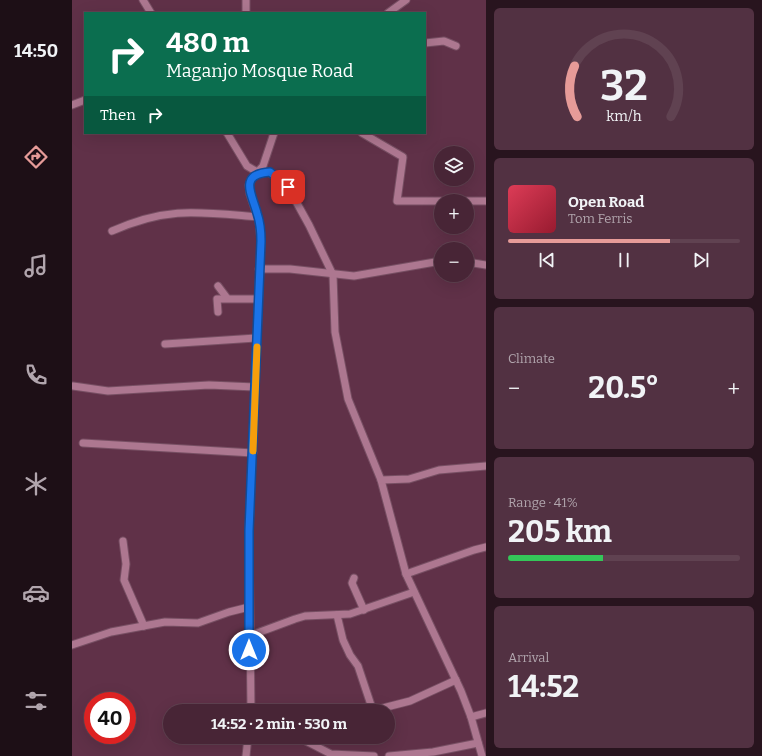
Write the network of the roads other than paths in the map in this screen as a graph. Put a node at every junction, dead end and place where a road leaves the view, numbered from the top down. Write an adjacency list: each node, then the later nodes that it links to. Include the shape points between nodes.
1 (143, 0): 4 (street)
2 (246, 0): 5 (street)
3 (406, 0): 6 (street)
4 (150, 12)
5 (246, 12)
6 (390, 12)
7 (426, 43): 8 (street, via 444,41)
8 (456, 46)
9 (84, 100): 10 (street)
10 (72, 105)
11 (228, 134): 14 (street, via 247,166)
12 (274, 134): 14 (street)
13 (364, 134): 17 (street, via 403,157 397,201)
14 (259, 173): 18 (street, via 252,178 249,185); 24 (street, via 270,172 288,187)
15 (474, 201): 16 (street)
16 (486, 201)
17 (434, 202)
18 (258, 217): 19 (street, via 179,212 149,216); 23 (street, via 261,241)
19 (112, 231)
20 (434, 263): 24 (street, via 354,276)
21 (474, 263): 22 (street)
22 (486, 265)
23 (259, 269): 24 (street, via 290,269); 27 (street)
24 (333, 275): 36 (street, via 335,332 345,388)
25 (218, 286): 26 (street)
26 (227, 298): 27 (street); 28 (street, via 217,299)
27 (258, 299): 29 (street)
28 (218, 312)
29 (257, 338): 30 (street); 32 (street)
30 (165, 344)
31 (72, 386): 32 (street, via 108,391 209,386)
32 (256, 388): 34 (street)
33 (83, 443): 34 (street)
34 (253, 453): 42 (street)
35 (486, 466): 36 (street, via 439,470 409,479)
36 (381, 480): 39 (street)
37 (122, 541): 45 (street, via 126,564 124,580)
38 (486, 547): 39 (street)
39 (406, 574): 41 (street)
40 (354, 578): 43 (street, via 352,583)
41 (414, 592): 43 (street); 48 (street)
42 (249, 607): 45 (street, via 198,623 165,622); 46 (street)
43 (364, 610): 44 (street)
44 (337, 615): 46 (street, via 305,616); 48 (street, via 343,640 358,666 372,708 375,710 410,702)
45 (144, 626): 47 (street, via 111,632)
46 (249, 636): 49 (street)
47 (72, 645)
48 (456, 680): 51 (street)
49 (251, 704)
50 (486, 713): 51 (street)
51 (471, 717): 52 (street)
52 (478, 743): 58 (street, via 433,752); 59 (street)
53 (247, 744): 55 (street)
54 (312, 744): 56 (street, via 331,754)
55 (246, 756)
56 (355, 756): 57 (street)
57 (374, 756)
58 (389, 756)
59 (482, 756)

_ _ _ _ _

## Task to complete
This exercise asks for the data above to be given again exactly, without pictures.

## Task answer
Write the network of the roads other than paths in the map in this screen as a graph. Put a node at every junction, dead end and place where a road leaves the view, numbered from the top down. Write an adjacency list: each node, then the later nodes that it links to. Include the shape points between nodes.
1 (143, 0): 4 (street)
2 (246, 0): 5 (street)
3 (406, 0): 6 (street)
4 (150, 12)
5 (246, 12)
6 (390, 12)
7 (426, 43): 8 (street, via 444,41)
8 (456, 46)
9 (84, 100): 10 (street)
10 (72, 105)
11 (228, 134): 14 (street, via 247,166)
12 (274, 134): 14 (street)
13 (364, 134): 17 (street, via 403,157 397,201)
14 (259, 173): 18 (street, via 252,178 249,185); 24 (street, via 270,172 288,187)
15 (474, 201): 16 (street)
16 (486, 201)
17 (434, 202)
18 (258, 217): 19 (street, via 179,212 149,216); 23 (street, via 261,241)
19 (112, 231)
20 (434, 263): 24 (street, via 354,276)
21 (474, 263): 22 (street)
22 (486, 265)
23 (259, 269): 24 (street, via 290,269); 27 (street)
24 (333, 275): 36 (street, via 335,332 345,388)
25 (218, 286): 26 (street)
26 (227, 298): 27 (street); 28 (street, via 217,299)
27 (258, 299): 29 (street)
28 (218, 312)
29 (257, 338): 30 (street); 32 (street)
30 (165, 344)
31 (72, 386): 32 (street, via 108,391 209,386)
32 (256, 388): 34 (street)
33 (83, 443): 34 (street)
34 (253, 453): 42 (street)
35 (486, 466): 36 (street, via 439,470 409,479)
36 (381, 480): 39 (street)
37 (122, 541): 45 (street, via 126,564 124,580)
38 (486, 547): 39 (street)
39 (406, 574): 41 (street)
40 (354, 578): 43 (street, via 352,583)
41 (414, 592): 43 (street); 48 (street)
42 (249, 607): 45 (street, via 198,623 165,622); 46 (street)
43 (364, 610): 44 (street)
44 (337, 615): 46 (street, via 305,616); 48 (street, via 343,640 358,666 372,708 375,710 410,702)
45 (144, 626): 47 (street, via 111,632)
46 (249, 636): 49 (street)
47 (72, 645)
48 (456, 680): 51 (street)
49 (251, 704)
50 (486, 713): 51 (street)
51 (471, 717): 52 (street)
52 (478, 743): 58 (street, via 433,752); 59 (street)
53 (247, 744): 55 (street)
54 (312, 744): 56 (street, via 331,754)
55 (246, 756)
56 (355, 756): 57 (street)
57 (374, 756)
58 (389, 756)
59 (482, 756)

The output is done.